[Work task]
Lines of the listing that contain "pinky" need to be copied.

[Material provided]
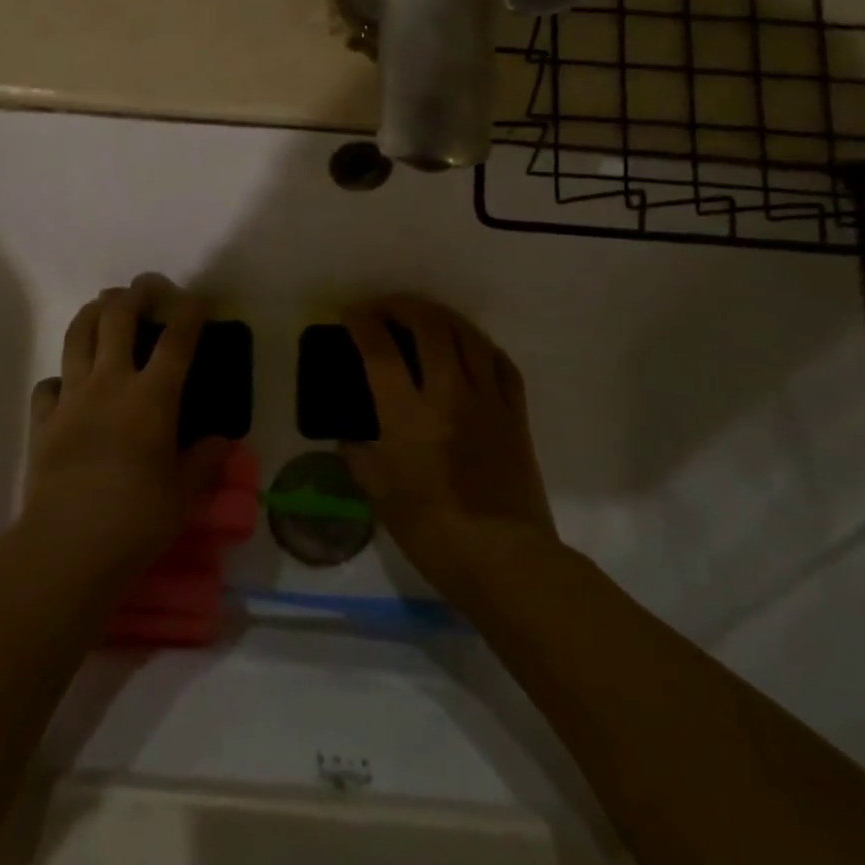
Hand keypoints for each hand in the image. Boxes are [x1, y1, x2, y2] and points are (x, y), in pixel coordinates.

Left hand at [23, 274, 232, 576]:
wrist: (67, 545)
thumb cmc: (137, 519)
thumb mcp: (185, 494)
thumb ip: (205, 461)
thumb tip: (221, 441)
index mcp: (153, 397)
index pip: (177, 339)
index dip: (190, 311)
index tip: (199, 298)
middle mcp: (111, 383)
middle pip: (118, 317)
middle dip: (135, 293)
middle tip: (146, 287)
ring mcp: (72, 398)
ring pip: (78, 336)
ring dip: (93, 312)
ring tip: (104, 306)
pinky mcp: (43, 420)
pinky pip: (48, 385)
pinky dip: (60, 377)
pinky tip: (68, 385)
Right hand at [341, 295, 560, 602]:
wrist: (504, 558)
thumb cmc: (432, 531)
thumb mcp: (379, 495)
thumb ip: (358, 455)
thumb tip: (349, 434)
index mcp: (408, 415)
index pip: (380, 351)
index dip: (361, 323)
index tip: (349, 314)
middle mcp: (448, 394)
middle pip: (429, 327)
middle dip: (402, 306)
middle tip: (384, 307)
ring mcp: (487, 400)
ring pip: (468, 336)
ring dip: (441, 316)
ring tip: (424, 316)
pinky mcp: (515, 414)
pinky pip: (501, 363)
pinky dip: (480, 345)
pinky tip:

[Final answer]
pinky mcp: (43, 420)
pinky pip: (48, 385)
pinky dip: (60, 377)
pinky tip: (68, 385)
pinky mcp: (515, 414)
pinky pip: (501, 363)
pinky dip: (480, 345)
pinky tip:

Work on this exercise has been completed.